Written by Samantha Chin, Singapore 

I absolutely adore animated movies—I grew up watching Disney movie after Disney movie, singing to catchy tunes and laughing along with the cute characters. Almost every plot involved a beautiful princess who found a brave prince willing to slay dragons and evil witches all in the name of love, and they lived happily ever after at the end of the movie. Even dogs and lions found their one true love!

Little did I know, these movies were leading me to believe in a picture of love and marriage that was unrealistic, but God corrected my thinking along the way.  

 

My Timing vs God’s Timing

 When I was 16, I dreamed of meeting someone special by 22, getting married to him at 25, and having children by 28. This year I turn 29, but wedding bells haven’t rung for me yet. Where was the fairytale ending I had been hoping for?

Unlike the movies where one can easily predict that the “happily ever after” will come at the end, it is never so predictable in real life. It takes some people much longer to find their marriage partner—if they do get married at all. Does it mean that all of us who are still single should give up hope? No, I believe not. Instead, I believe God is calling us to wait on His timing.

I have since come to understand that He knows best, and I need to trust Him. Knowing I need this constant reminder, I have Proverbs 16:9 pasted on my bedroom wall, “A man’s heart plans his way, but the Lord directs his steps.” Tough as it is, I believe He is using this time of singleness to prune me so that I will be more prepared to enter into a covenant relationship with someone He has in store for me when (and if) the time comes. And I can certainly trust that the love story God, my divine matchmaker writes will be so much more glorious than I can ever plan or imagine.

 

My ideal partner vs God’s ideal partner

Other than the perfect timing, I also had a grand idea of how the man I would eventually marry would be like. He would be God-fearing, humorous, caring, loves dogs, able to lead, able to listen attentively yet also give good insight, as well as serve in full-time ministry, or at least consider it. Without realizing it, I was actually looking for someone who had it all together—just like the brave and handsome male lead in the countless movies I had watched.

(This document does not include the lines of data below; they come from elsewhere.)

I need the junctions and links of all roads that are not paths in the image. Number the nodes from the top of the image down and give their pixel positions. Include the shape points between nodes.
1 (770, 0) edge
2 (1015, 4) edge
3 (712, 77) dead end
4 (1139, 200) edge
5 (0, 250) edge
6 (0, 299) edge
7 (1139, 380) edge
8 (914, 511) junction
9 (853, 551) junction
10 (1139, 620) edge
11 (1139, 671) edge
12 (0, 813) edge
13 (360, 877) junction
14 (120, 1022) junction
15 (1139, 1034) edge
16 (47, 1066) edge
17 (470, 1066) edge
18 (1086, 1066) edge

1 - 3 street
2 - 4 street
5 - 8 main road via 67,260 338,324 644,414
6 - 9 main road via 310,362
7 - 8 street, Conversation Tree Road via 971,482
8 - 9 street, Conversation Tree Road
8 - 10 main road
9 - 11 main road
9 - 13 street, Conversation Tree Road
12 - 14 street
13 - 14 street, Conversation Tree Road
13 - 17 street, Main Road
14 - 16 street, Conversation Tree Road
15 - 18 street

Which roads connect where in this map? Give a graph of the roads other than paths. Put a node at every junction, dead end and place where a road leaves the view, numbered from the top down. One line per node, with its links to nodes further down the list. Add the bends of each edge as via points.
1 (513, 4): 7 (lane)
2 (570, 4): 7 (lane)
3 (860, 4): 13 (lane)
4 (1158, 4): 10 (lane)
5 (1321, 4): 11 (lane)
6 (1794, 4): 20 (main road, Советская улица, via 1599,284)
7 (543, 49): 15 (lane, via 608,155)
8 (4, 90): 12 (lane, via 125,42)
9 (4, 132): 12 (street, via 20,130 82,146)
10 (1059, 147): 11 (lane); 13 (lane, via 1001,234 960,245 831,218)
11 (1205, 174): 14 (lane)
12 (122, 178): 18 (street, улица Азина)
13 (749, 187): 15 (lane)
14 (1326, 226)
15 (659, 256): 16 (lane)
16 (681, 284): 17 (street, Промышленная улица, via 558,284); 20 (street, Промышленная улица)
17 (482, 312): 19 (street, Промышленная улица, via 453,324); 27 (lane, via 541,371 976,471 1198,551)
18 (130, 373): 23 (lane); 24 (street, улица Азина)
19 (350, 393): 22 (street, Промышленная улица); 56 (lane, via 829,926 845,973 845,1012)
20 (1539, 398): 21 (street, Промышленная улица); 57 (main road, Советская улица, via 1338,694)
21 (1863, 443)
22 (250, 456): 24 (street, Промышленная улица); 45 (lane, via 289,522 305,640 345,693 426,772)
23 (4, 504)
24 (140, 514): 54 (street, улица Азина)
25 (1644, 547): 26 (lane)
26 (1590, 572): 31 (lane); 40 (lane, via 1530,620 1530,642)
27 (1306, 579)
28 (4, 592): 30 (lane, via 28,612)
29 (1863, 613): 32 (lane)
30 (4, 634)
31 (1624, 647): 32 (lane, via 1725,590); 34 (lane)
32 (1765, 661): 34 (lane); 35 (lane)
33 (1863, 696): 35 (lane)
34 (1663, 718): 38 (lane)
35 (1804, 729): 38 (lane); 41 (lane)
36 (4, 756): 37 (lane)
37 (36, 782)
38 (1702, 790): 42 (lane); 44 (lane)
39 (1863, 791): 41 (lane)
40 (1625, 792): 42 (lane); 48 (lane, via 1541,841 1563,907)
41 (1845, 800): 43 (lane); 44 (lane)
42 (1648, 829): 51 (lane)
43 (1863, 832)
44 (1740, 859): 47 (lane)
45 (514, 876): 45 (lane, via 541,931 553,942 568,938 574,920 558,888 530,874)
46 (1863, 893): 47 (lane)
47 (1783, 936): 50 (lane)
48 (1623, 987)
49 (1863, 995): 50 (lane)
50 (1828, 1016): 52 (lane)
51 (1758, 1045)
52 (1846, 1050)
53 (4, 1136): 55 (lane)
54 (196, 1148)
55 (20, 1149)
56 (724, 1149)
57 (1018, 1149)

When my best friend commented that I would simply reject any guy God might bring along who didn’t fulfill these ideals of mine, my first response was to defend my position and argue that these were good desires to have. After all, I wanted to serve God alongside my spouse. Wasn’t that godly thinking?

But the reality is that marriage brings together two sinners who are still works in progress. This means that the man I marry will have weaknesses I may not like and quirks that irritate me. It means that I too would have to confront and work on my own shortcomings. Love is not just about receiving—it is also about giving. It is giving even when I do not feel like it, when I’d rather be doing something else, and when I just can’t stand the sight of him. Love is a verb, not merely a feeling. I will experience romance and laughter, but I will also experience sacrifice, humility, and refinement.

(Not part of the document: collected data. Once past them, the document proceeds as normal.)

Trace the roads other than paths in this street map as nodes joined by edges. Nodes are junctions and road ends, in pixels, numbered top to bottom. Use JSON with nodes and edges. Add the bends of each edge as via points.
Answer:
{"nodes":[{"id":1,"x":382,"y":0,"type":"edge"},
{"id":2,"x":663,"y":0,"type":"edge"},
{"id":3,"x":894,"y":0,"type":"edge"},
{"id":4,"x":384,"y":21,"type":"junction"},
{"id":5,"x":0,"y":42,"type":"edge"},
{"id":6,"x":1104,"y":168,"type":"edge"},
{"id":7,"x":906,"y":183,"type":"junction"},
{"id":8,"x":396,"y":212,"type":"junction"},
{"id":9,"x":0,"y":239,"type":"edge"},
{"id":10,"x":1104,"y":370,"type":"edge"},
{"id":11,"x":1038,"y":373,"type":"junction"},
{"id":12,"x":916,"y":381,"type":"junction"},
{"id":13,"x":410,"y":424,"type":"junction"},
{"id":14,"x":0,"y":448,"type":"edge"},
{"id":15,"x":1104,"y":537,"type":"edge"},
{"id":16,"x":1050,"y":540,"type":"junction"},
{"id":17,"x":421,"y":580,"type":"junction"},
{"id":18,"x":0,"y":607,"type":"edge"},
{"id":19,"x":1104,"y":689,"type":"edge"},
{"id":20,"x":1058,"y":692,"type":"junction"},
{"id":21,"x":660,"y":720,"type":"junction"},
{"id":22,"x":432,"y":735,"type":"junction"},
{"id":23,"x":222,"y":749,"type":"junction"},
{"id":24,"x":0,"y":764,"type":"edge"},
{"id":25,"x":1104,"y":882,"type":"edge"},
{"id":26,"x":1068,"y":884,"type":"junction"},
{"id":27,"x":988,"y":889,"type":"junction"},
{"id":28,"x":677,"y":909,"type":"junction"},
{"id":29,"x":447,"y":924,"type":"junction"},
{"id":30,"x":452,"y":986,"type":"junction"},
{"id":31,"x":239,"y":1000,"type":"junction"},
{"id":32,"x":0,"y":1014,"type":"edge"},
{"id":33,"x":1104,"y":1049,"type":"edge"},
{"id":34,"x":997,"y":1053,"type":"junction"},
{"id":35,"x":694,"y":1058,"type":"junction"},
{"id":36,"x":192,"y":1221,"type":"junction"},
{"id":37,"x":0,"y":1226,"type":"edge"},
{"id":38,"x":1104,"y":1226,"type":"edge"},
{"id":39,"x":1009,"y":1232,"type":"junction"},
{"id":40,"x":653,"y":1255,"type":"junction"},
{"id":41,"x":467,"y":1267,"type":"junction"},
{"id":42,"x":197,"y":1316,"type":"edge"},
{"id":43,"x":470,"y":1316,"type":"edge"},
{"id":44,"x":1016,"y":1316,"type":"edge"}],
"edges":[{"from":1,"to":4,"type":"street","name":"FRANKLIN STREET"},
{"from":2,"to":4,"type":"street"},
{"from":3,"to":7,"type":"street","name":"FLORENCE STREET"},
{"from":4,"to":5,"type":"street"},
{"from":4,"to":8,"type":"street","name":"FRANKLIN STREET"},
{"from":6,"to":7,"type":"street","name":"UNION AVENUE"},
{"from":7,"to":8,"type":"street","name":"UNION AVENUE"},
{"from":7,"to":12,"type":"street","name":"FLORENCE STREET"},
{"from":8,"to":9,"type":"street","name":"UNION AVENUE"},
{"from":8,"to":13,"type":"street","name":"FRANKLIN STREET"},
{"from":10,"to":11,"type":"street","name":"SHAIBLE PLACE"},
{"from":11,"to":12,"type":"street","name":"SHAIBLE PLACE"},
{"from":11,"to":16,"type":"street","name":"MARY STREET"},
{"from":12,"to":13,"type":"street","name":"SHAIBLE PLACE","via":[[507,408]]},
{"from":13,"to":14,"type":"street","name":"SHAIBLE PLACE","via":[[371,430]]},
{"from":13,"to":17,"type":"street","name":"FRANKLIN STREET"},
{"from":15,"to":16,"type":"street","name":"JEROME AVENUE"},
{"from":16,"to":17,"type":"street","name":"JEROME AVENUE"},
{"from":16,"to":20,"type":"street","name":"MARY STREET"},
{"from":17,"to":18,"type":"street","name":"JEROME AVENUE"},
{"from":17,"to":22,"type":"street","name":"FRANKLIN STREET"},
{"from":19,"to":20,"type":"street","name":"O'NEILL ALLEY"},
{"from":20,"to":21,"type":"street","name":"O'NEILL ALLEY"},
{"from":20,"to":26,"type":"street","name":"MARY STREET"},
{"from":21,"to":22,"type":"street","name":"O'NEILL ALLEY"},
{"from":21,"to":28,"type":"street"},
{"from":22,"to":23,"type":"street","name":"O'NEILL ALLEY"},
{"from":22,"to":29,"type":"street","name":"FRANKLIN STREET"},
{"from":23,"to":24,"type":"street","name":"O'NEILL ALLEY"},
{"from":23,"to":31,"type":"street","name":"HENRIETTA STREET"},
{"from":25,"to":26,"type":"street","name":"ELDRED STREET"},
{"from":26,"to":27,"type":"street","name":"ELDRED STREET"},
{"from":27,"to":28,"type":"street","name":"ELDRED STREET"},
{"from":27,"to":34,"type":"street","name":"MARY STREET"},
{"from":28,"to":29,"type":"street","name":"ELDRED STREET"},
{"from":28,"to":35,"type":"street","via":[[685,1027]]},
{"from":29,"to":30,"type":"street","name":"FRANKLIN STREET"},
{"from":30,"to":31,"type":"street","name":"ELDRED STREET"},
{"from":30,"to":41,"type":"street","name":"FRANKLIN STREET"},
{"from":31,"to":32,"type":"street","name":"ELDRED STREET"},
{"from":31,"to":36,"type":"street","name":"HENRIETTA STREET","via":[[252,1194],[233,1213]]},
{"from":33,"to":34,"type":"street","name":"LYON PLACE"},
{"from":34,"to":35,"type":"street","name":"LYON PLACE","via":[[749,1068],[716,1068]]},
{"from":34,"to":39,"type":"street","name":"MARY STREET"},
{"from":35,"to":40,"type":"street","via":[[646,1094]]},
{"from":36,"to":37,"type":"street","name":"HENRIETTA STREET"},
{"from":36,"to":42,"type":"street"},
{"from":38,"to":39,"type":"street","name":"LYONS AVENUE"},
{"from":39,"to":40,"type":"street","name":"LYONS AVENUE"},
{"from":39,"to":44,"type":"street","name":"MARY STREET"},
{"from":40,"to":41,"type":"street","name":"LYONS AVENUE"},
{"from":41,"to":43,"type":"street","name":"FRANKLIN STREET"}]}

Marriage is about two imperfect people helping each other become more like Christ. And maybe that is also what makes marriage so wonderful—having someone who knows you inside out, warts and all, and still loves you the same.

 

Finding fulfilment in a partner vs in Christ

Cinderella was always dreaming about meeting her prince, so was Rapunzel, and Snow White and, well, you get the idea. It was almost as if their life was incomplete till they found “the one”. When they did, it was bliss—a whole new world unlocked. Initially, I thought the same way. I was constantly searching for someone who would finally make me feel special and complete.

But another friend posed me this question: If one day you find the person you have been dreaming of all your life, and yet you don’t feel as fulfilled as you expected to be, what happens then?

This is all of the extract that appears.